Released on 28 March, ASIC’s Financial advice: Mind the gap report found that only 53 per cent of those surveyed could correctly identify ‘general’ advice, and only 19 per cent could correctly identify ‘personal’ advice.
The results highlight there is significant confusion among consumers, and within industry, media and Government about the definitions and roles of a qualified financial planner who provides personal advice, and institutions and non-qualified individuals who simply sell financial products.
Commenting on the ASIC report Dante De Gori CFP® CEO of the FPA, said: “Trusted and transparent financial advice is the right of every Australian. And whilst it is extremely important that more Australians seek advice, it’s just as important they know what they’re getting.

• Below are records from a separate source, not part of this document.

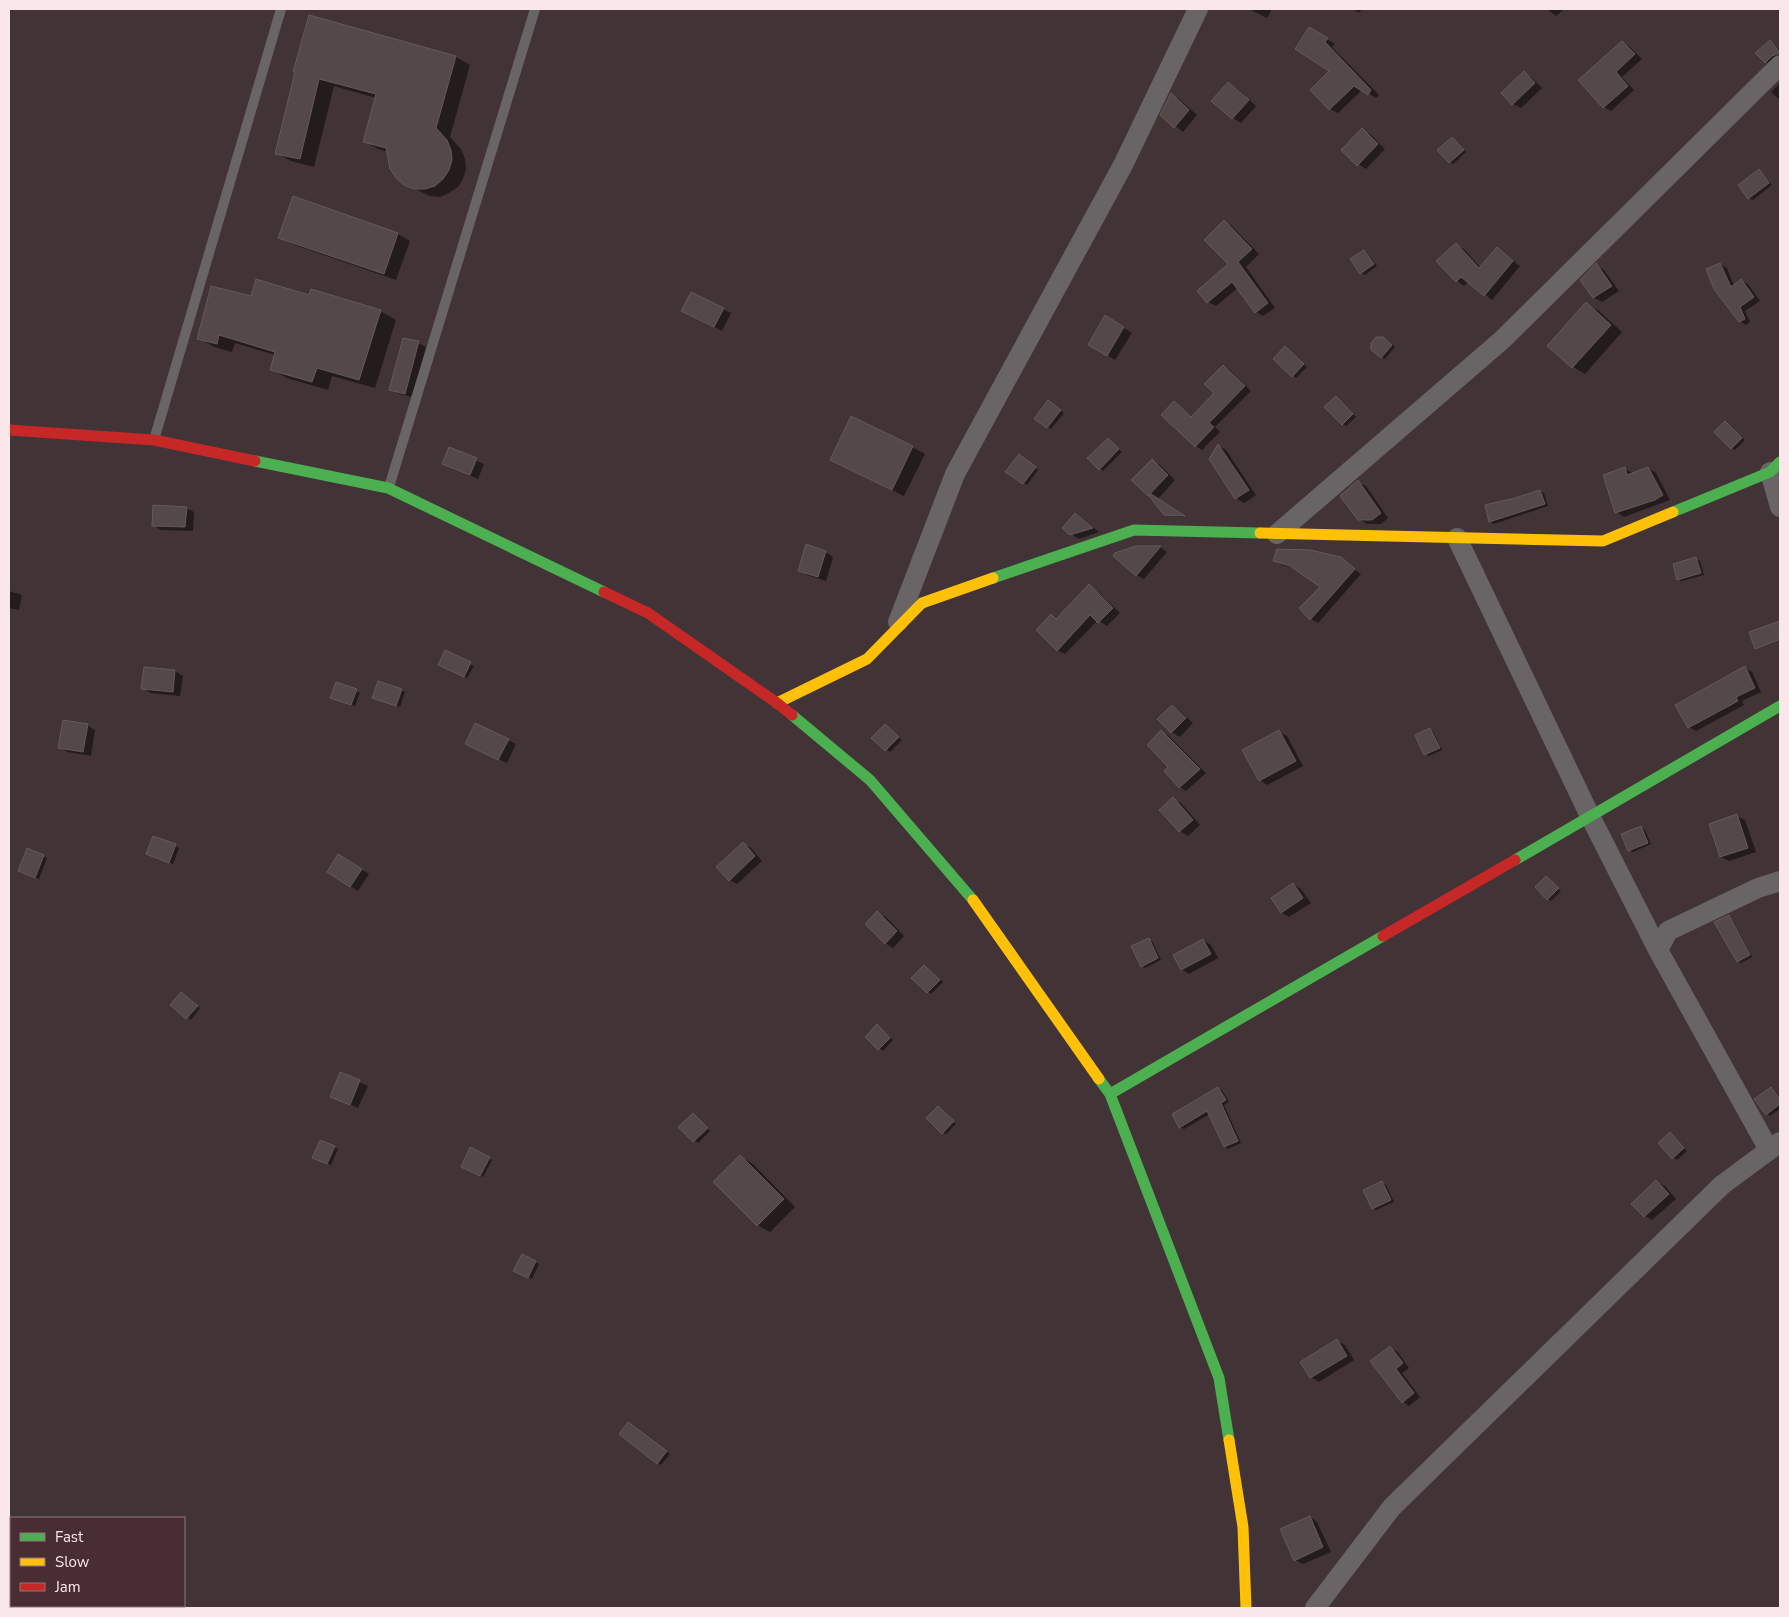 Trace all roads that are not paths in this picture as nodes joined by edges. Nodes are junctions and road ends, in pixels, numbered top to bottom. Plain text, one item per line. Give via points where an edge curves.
1 (281, 9) edge
2 (535, 9) edge
3 (1198, 9) edge
4 (1780, 65) edge
5 (9, 430) edge
6 (154, 440) junction
7 (1775, 467) edge
8 (388, 488) junction
9 (1780, 507) edge
10 (1277, 534) junction
11 (1457, 538) junction
12 (895, 631) junction
13 (777, 703) junction
14 (1780, 706) edge
15 (1590, 816) junction
16 (1780, 881) edge
17 (1658, 950) junction
18 (1110, 1094) junction
19 (1775, 1146) edge
20 (1246, 1608) edge
21 (1315, 1608) edge

1 - 6 lane
2 - 8 lane
3 - 12 street via 1123,165 955,474
4 - 10 street via 1502,340
5 - 6 main road
6 - 8 main road
7 - 9 street
7 - 11 main road via 1603,541
8 - 13 main road via 648,613
10 - 11 main road
10 - 12 main road via 1134,530 922,603
11 - 15 street
12 - 13 main road via 867,659
13 - 18 main road via 870,780 970,895
14 - 15 main road
15 - 17 street
15 - 18 main road
16 - 17 street via 1758,888 1668,931
17 - 19 street
18 - 20 main road via 1219,1378 1243,1527
19 - 21 street via 1722,1185 1392,1507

“Financial advice should ONLY mean financial advice. This means it should always require that the advice addresses the needs, objectives, and circumstances of the client, and the client’s best interests should always be prioritised over the interests of the advice provider and related entities. Anything else, should not be labelled advice.”
The FPA has consistently called for the separation of financial advice from financial product marketing and product information, and was encouraged that the Financial System Inquiry Final Report in December 2014 adopted the same position, and the Parliamentary Joint Committee on Corporations and Financial Services also came to a similar conclusion on this issue.
A Productivity Commission recommendation released in August last year also urged the Government to clarify the law between the two forms of advice.
The FPA recommends that the Government should act now and amend the Corporations Act to change the term ‘general advice’ to ‘general information’, and also recommends that the terms ‘financial advice’ and ‘financial product advice’ should only apply to personal advice as defined by the Corporations Act.
“General advice poses a significant risk to consumers when they do not know how to distinguish if they are receiving a financial advice service, or are receiving financial product information. Following the findings of the Royal Commission, Australians should not have to contend with this uncertainty and we urge the Government to implement our recommendations in full,” said Mr De Gori.